Seguendo la scia inaugurata da Hezbollah, i partiti rivali Forze Libanesi (LF) e Movimento Patriottico Libero (FPM) hanno dato il via a interventi per contenere l’epidemia. Forze Libanesi ha creato una squadra di volontari che si occupa di sanificare strade, case e chiese. In maniera simile, il Movimento Patriottico Libero ha avviato attività di sanificazione, ha fornito test gratuiti e beni essenziali a famiglie in stato di bisogno.
Non sono mancati gli aiuti economici da parte di leader politici. Gli ex primi ministri Rafiq Hariri e Najib Mikati hanno donato rispettivamente 50.000 e 40.000 dollari. Più importante la donazione del leader druso, Walid Jumblatt, che ha offerto 600.000 dollari all’Ospedale Rafik Hariri e alla Croce Rossa libanese.
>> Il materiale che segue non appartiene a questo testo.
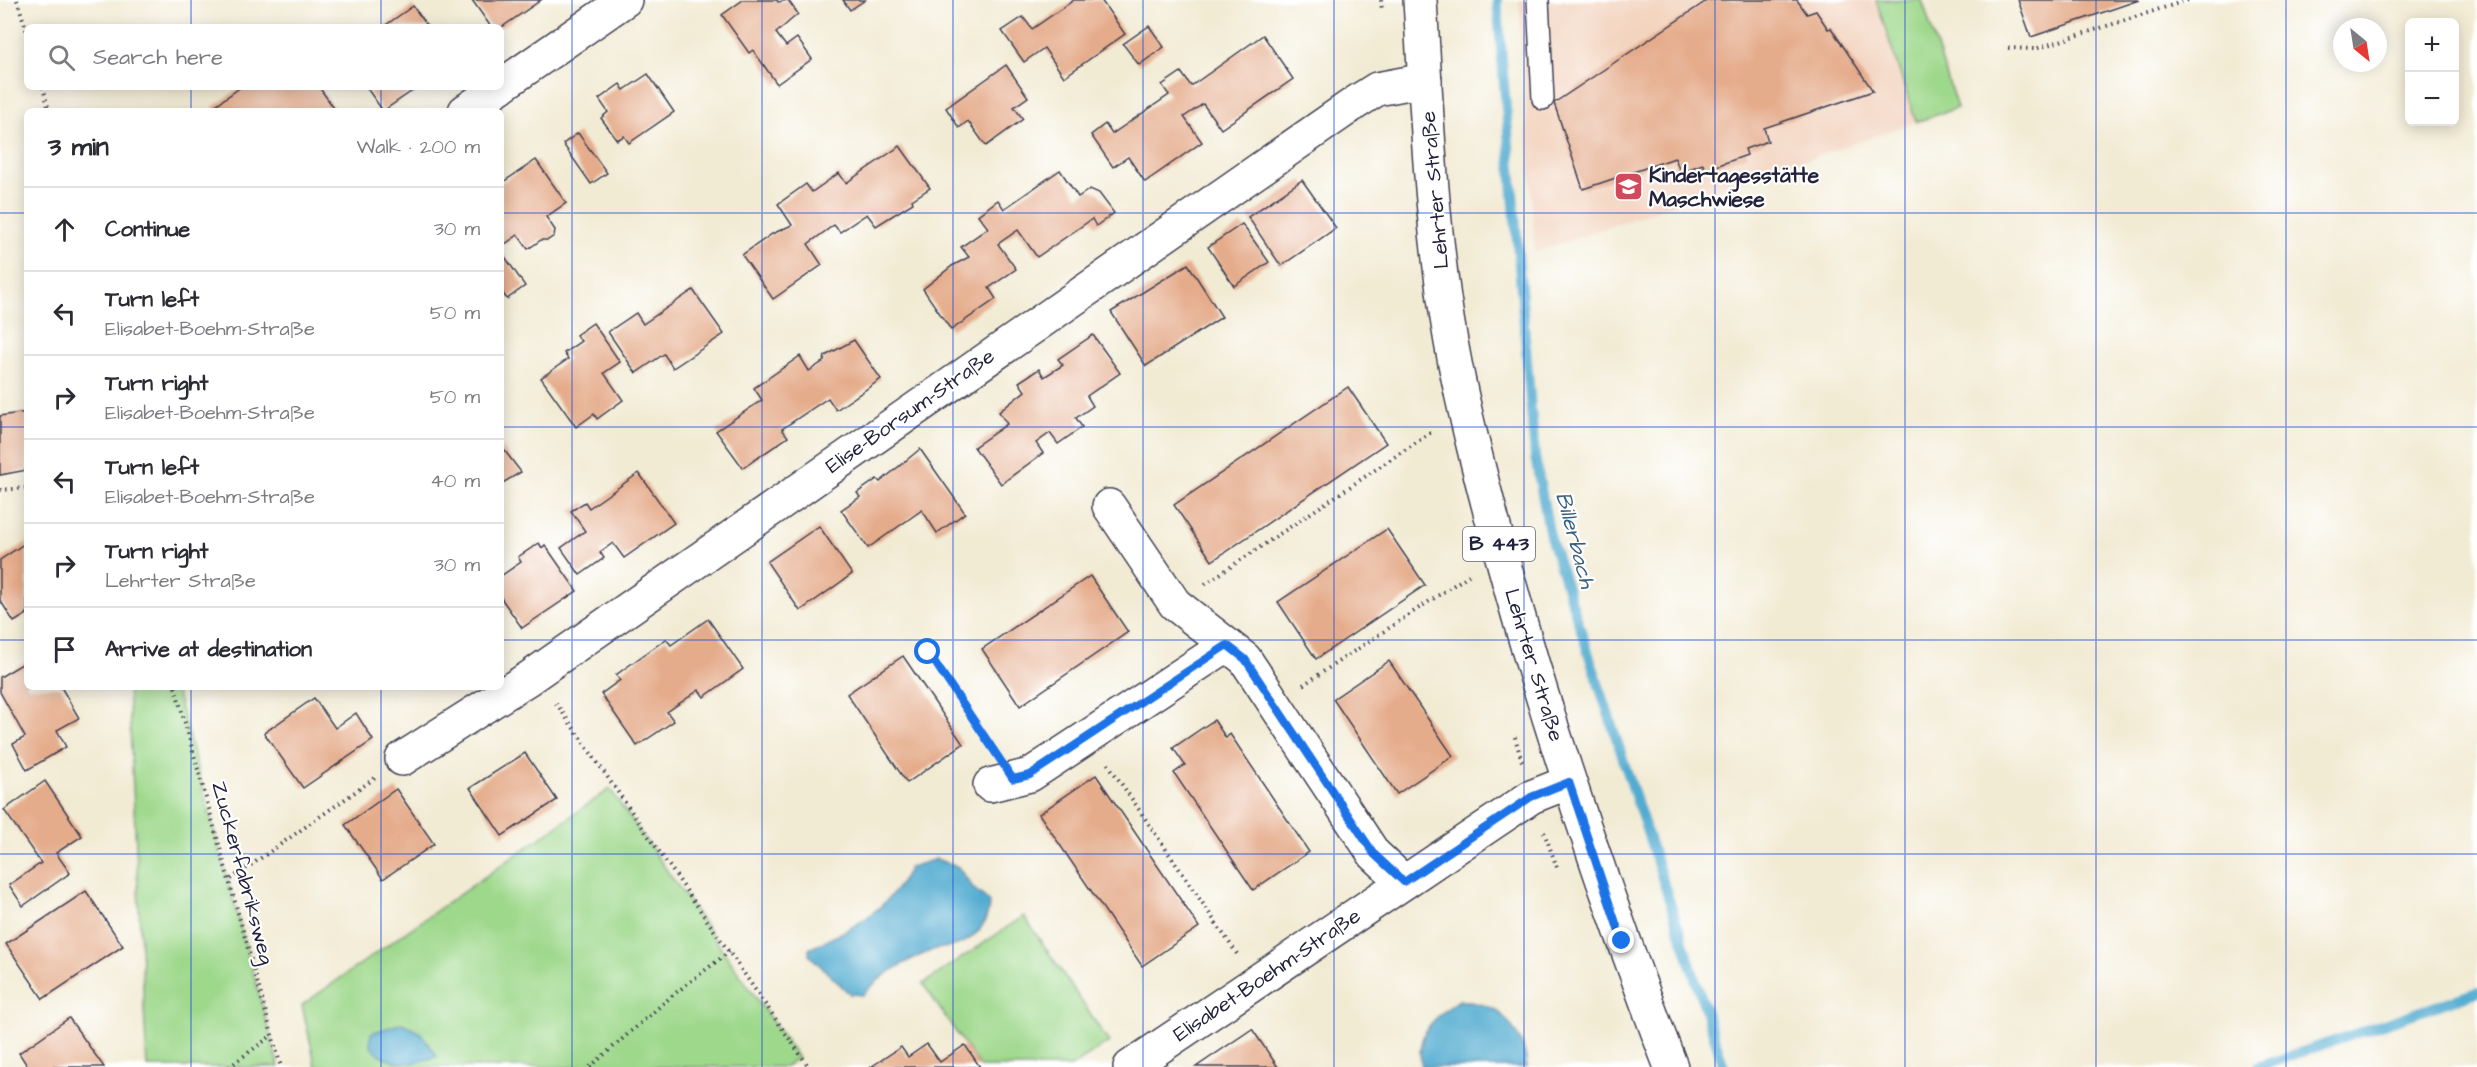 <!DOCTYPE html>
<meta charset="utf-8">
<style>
:root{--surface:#fff;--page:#f7f7f7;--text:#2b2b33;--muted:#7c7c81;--line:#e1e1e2}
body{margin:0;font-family:"Architects Daughter",sans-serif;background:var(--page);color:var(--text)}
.controls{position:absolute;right:18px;top:18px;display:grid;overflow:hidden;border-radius:9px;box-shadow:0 3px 15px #0003}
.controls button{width:54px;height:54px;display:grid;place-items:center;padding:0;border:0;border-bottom:2px solid var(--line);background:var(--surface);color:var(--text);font:30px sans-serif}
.compass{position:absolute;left:2333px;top:18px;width:54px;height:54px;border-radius:50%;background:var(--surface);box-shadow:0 3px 15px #0003;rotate:150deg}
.stop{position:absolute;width:18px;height:18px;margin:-14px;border:4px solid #1a73e8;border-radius:50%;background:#fff}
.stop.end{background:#1a73e8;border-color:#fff;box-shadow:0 2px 6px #0008}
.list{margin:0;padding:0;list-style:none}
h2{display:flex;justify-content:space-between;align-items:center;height:78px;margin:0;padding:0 24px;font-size:26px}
h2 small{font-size:20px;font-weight:400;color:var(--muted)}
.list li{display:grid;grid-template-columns:39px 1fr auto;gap:18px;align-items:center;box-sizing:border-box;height:84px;padding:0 24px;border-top:2px solid var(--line)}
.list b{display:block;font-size:22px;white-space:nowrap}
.list p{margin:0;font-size:20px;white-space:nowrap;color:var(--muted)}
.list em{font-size:20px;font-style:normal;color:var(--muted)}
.icon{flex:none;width:33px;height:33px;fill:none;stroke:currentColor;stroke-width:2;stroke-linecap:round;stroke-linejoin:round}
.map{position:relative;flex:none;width:2477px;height:1067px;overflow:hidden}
.search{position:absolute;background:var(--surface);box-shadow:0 3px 15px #0003;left:24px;top:24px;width:480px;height:66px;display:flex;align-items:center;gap:15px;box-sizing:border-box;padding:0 21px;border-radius:9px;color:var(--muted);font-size:22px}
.panel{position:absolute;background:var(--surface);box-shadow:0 3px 15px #0003;left:24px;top:108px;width:480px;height:582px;border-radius:9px}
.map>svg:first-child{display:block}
.built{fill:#f3d4bf}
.green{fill:#9ed88b;stroke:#607d63;stroke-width:1.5}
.water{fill:#53acd0;stroke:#3a6786;stroke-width:1.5}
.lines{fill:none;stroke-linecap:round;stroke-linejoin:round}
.stream{stroke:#53acd0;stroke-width:10}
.building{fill:#e5ac8b}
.lane-casing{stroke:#414052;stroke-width:24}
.street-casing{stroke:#414052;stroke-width:36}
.primary-casing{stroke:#414052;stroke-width:36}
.path{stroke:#414052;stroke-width:4;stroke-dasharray:1.5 4.5;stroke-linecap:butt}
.lane{stroke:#fff;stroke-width:21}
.street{stroke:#fff;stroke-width:33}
.primary{stroke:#fff;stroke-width:33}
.route{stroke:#1a73e8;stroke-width:8}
.grid{fill:none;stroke:#1d4ed8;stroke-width:1.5;stroke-opacity:0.55}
.labels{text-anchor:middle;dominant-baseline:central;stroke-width:4.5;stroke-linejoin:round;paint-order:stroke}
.shield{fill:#fff;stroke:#646476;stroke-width:1.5}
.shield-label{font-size:20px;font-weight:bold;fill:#22223b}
.poi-label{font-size:21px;font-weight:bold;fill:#22223b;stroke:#fff;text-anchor:start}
.street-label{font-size:21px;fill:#22223b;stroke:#fff}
.water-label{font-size:22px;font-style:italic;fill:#38607e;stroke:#fff}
</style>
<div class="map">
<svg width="2477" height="1067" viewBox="0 0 2477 1067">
<rect width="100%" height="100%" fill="#fff"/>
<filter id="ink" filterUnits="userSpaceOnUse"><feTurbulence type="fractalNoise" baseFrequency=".0167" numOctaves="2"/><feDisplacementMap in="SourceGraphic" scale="12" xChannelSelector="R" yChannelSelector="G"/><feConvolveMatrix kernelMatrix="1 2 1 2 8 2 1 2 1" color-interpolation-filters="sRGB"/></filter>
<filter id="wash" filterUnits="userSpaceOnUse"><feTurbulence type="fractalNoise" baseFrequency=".008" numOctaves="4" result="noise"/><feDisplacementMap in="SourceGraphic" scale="24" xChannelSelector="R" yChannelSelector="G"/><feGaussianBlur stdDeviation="1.35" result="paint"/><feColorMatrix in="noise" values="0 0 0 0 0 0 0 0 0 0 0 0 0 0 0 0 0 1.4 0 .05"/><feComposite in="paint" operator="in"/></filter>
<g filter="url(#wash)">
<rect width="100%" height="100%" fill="#f2ebd4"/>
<path class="built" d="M1519 0H1876L1916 122 1535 252Z"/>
<g class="green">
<path d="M1876 0H1922L1957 108 1916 122Z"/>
<path d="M128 687H175L279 1067H147Z"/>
<path d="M610 789 798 1058 784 1067H316L302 1005Z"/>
<path d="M1024 916 1109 1042 1071 1067H980L923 984Z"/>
</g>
<g class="water">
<path d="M936 859 958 867 974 889 989 901C989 925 974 941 951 947 945 948 939 948 933 950 906 961 882 973 863 995L850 994 809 955V949C852 929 887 912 910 867Z"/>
<path d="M1459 1000C1491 1006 1500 1006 1517 1035 1524 1047 1526 1054 1527 1067H1422C1414 1033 1434 1018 1459 1000Z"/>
<path d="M402 1023 421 1033 437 1056C410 1067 389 1067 370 1046L371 1033Z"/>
</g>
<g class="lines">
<g class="stream">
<path d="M1497 0 1535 457 1550 536 1724 1067"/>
<path d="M2258 1067 2477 992"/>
</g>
</g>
<g id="blocks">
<g class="building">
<path d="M472 0H541L502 27H491Z"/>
<path d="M743 0H777L778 2 788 0 798 14 776 33 786 46 797 38 812 59 777 84 753 50 749 53 722 15Z"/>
<path d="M843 0H865L850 10Z"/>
<path d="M1074 0H1101L1125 34 1064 77 1044 48 1024 62 1002 31 1023 17 1032 29Z"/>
<path d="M1708 0H1797L1807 14 1816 11 1828 29 1831 28 1873 91 1764 128 1768 141 1745 149 1747 155 1705 170 1703 164 1680 172 1675 158 1583 189 1554 103Z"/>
<path d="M2018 0H2139L2031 37Z"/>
<path d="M413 6 428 27H383Z"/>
<path d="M1149 26 1164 47 1139 65 1123 44Z"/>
<path d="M1263 35 1293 79 1221 129 1203 104 1184 117 1202 142 1145 182 1128 157 1113 167 1091 135 1105 124 1112 134 1169 95 1162 85 1181 72 1191 86Z"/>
<path d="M1006 65 1028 97 1014 107 1023 119 986 146 968 121 959 128 946 108Z"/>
<path d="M648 74 674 112 629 143 624 136 617 140 601 118 608 112 599 99 620 84 624 90Z"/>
<path d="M241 87H319L336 111H216L213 107Z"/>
<path d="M366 87H418L383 111Z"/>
<path d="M578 133 607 173 591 184 563 144Z"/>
<path d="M900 146 930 188 912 200 913 203 876 226 867 214 840 232 834 225 808 244 822 265 773 299 742 255 772 234 792 225 778 204 806 184 812 192 839 173 846 183Z"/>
<path d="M536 160 566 203 546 217 555 230 554 236 548 240H541L528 249 518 235 505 244 501 238V180L503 182Z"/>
<path d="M1060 170 1078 197 1090 189 1099 193 1114 213 1096 226 1092 219 1037 257 1018 230 998 244 1016 269 989 288 996 299 951 330 923 289 952 266 969 257 961 247 988 228 978 215 998 200 1004 209Z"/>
<path d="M1302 180 1336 228 1281 266 1248 217Z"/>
<path d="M1242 224 1269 262 1234 286 1208 247Z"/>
<path d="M501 251 525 286 507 299 501 291Z"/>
<path d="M1188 264 1222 317 1146 366 1111 312Z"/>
<path d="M693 290 724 334 673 368 664 354 636 373 608 332 636 313 643 324Z"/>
<path d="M593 323 620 362 604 373 623 400 597 419 594 414 576 427 541 378 568 359 564 353 581 341 576 335Z"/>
<path d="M1093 335 1120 373 1087 396 1093 406 1076 418 1082 427 1058 444 1050 433 1036 443 1043 453 1001 484 974 447 1007 424 999 412 1025 391 1019 382 1039 369 1044 377 1063 365 1058 359Z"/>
<path d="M854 340 881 379 836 410 828 398 782 429 788 437 743 468 716 431 762 400 754 388 800 356 809 371 824 361 825 356Z"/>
<path d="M1348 387 1386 443 1212 561 1174 505Z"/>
<path d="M27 412V470L0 475V416Z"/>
<path d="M501 446 521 472 501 484Z"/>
<path d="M920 449 965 513 937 533 922 510 868 548 841 510 860 497 857 493 877 479 880 482Z"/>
<path d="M639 473 674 523 624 558 613 543 600 552 604 558 580 575 561 548 585 531 571 511 585 502 589 508Z"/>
<path d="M819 526 852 574 800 611 767 562Z"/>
<path d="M1387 529 1425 585 1316 659 1278 602Z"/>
<path d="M27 542V614L14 622 0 600V560Z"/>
<path d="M539 543 542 548 545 545 577 591 522 628 501 598V576L521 562 518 557Z"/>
<path d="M1090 576 1128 632 1020 706 982 649Z"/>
<path d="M708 619 743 669 704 697 699 690 667 712 674 721 637 746 601 694 620 680 616 675 631 664 666 639 671 645Z"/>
<path d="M903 656 963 744 907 783 847 694Z"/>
<path d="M27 661V687H61L79 718 57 730 66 747 27 770 13 744 25 737 0 692V677Z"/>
<path d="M1389 661 1453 756 1397 794 1333 699Z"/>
<path d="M314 698 335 728 356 713 373 740 303 788 264 733Z"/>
<path d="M1214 720 1226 738 1230 734 1309 852 1253 890 1174 773 1185 765 1173 748Z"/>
<path d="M525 753 557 800 502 836 470 788Z"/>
<path d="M1096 775 1199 927 1142 966 1039 814Z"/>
<path d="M45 781 82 836 56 853 70 873 23 906 9 885 41 863 4 810Z"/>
<path d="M396 789 434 844 383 879 345 825Z"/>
<path d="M86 891 123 946 43 999 6 944Z"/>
<path d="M69 1018 104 1067H28L19 1053Z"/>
<path d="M1252 1029 1278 1067H1196Z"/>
<path d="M927 1044 940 1062 965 1045 980 1067H871L901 1047 908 1057Z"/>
</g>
</g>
</g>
<g filter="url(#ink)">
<use href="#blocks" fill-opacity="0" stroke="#414052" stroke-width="1.5"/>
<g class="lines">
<defs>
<path id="lane" d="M1538 0 1543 99"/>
<g id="street">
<path d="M501 86 625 0"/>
<path d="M465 111 500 87"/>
<path d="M1109 506 1175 604 1245 659 1374 854 1404 882"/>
<path d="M402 759 529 678 1355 103 1377 89 1425 80"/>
<path d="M990 785 1030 775 1227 645"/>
<path d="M1130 1067 1531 797 1569 782"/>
</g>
<path id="primary" d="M1420 0C1427 114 1431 229 1451 342 1464 414 1483 486 1502 557 1549 730 1607 900 1671 1067"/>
</defs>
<use href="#lane" class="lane-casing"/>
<use href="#street" class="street-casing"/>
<use href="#primary" class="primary-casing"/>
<g class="path">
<path d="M17 0 27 32"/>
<path d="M1381 0 1382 11"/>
<path d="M2008 48 2035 49 2188 0"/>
<path d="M43 87 49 111"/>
<path d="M0 490 27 488"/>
<path d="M1205 584 1433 431"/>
<path d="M929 652 992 749"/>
<path d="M1303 685 1469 575"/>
<path d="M175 687 281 1067"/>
<path d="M556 703 809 1067"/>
<path d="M1515 737 1522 762"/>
<path d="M1108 764 1237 954"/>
<path d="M1544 832 1558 870"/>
<path d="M231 879 375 778"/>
<path d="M229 1067 271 1036"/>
<path d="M590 1067 673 995 730 951"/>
</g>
<use href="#lane" class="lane"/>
<use href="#street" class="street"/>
<use href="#primary" class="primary"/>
</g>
</g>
<g class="lines" filter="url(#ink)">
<path class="route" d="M928 652 1013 779 1030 775 1227 645 1245 659 1374 854 1404 882 1531 797 1569 782 1622 941"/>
</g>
<path class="grid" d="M191 0V27M381 0V27M572 0V1067M762 0V1067M953 0V1067M1143 0V1067M1334 0V1067M1524 0V1067M1715 0V1067M1905 0V1067M2096 0V1067M2286 0V1067M191 87V111M381 87V111M0 213H27M501 213H2477M0 427H27M501 427H2477M0 640H27M501 640H2477M191 687V1067M381 687V1067M0 854H2477"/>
<defs>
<symbol id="school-square" viewBox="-11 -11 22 22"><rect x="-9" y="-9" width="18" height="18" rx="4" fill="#d1495b" stroke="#fff"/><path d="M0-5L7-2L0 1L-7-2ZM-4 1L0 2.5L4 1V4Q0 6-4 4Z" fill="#fff"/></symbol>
</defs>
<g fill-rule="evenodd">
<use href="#school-square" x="1612" y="170" width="33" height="33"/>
</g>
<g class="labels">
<rect class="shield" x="1463" y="527" width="72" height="34" rx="4.5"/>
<g class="shield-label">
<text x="1499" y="544">B 443</text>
</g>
<g class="poi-label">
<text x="1649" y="175">Kindertagesstätte<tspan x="1649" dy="24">Maschwiese</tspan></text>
</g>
<g class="street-label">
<text transform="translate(1435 190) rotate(-95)">Lehrter Straße</text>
<text transform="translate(910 411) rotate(-35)">Elise-Borsum-Straße</text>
<text transform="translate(1534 665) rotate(73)">Lehrter Straße</text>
<text transform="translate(243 873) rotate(75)">Zuckerfabriksweg</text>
<text transform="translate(1267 975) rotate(-34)">Elisabet-Boehm-Straße</text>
</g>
<g class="water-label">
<text transform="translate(1575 540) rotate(75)">Billerbach</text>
</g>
</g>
</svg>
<div class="controls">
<button>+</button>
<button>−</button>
</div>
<svg class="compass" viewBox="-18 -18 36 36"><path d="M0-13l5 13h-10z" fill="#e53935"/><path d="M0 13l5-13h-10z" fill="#7c7c81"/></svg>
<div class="stop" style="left:928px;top:652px"></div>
<div class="stop end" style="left:1622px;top:941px"></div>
<div class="search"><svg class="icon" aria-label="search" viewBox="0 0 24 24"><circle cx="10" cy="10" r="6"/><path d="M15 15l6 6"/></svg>Search here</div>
<section class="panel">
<h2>3 min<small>Walk · 200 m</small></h2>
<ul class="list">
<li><svg class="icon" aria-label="ahead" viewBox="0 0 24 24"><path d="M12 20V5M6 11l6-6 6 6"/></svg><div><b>Continue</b></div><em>30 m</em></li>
<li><svg class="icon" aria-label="left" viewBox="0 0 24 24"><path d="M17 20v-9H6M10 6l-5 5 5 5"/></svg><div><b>Turn left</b><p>Elisabet-Boehm-Straße</p></div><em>50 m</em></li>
<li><svg class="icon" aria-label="right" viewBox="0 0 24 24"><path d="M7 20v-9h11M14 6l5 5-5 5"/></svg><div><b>Turn right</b><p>Elisabet-Boehm-Straße</p></div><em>50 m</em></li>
<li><svg class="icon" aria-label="left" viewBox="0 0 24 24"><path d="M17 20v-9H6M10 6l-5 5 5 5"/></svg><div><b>Turn left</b><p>Elisabet-Boehm-Straße</p></div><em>40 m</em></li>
<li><svg class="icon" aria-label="right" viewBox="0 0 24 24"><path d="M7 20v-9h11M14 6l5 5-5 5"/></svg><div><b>Turn right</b><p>Lehrter Straße</p></div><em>30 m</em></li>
<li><svg class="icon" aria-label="arrive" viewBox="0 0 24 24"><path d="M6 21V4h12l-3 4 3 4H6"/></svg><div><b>Arrive at destination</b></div></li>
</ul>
</section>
</div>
Secondo diversi analisti, le misure intraprese dai partiti sono volte a recuperare parte della legittimità persa nel corso delle proteste avvenute tra ottobre 2019 e febbraio 2020. Al grido di ‘Tutti significa tutti’, centinaia di migliaia di libanesi sono scesi in piazza per domandare la sostituzione della vecchia classe politica, accusata di corruzione e clientelismo e superare il sistema settario che comporta la spartizione delle cariche pubbliche in base alla confessione religiosa. La portata delle manifestazioni è stata tale da causare la caduta del governo Hariri nell’ottobre 2020 e innescare una forte crisi dei partiti tradizionali.
Il Coronavirus sarebbe dunque un’ottima occasione per dimostrare ai propri elettori che i partiti tradizionali sono tuttora presenti e che riescono a rispondere alla crisi in maniera migliore rispetto al governo.
Tra le voci a sostegno di questa teoria, quella di Jamil Mouawad, professore di Scienza Politica presso l’Università Americana di Beirut, che ha dichiarato a Foreign Policy che “i partiti vogliono essere visti come gli unici attori che offrono servizi, consolidando la loro legittimità”.
È dello stesso parere Bassel Salloukh, docente presso la medesima istituzione. Intervistato da Middle East Eye, ha affermato che: “la crisi economica che ha innescato le proteste di massa l’anno scorso ha notevolmente indebolito la base di supporto dei partiti tradizionali”. Il coronavirus, dunque, sarebbe un’ottima occasione per ricordare al popolo che “non ha nessun’altro a parte noi”.
* Laureato in Relazioni Internazionali, Università degli Studi di Milano.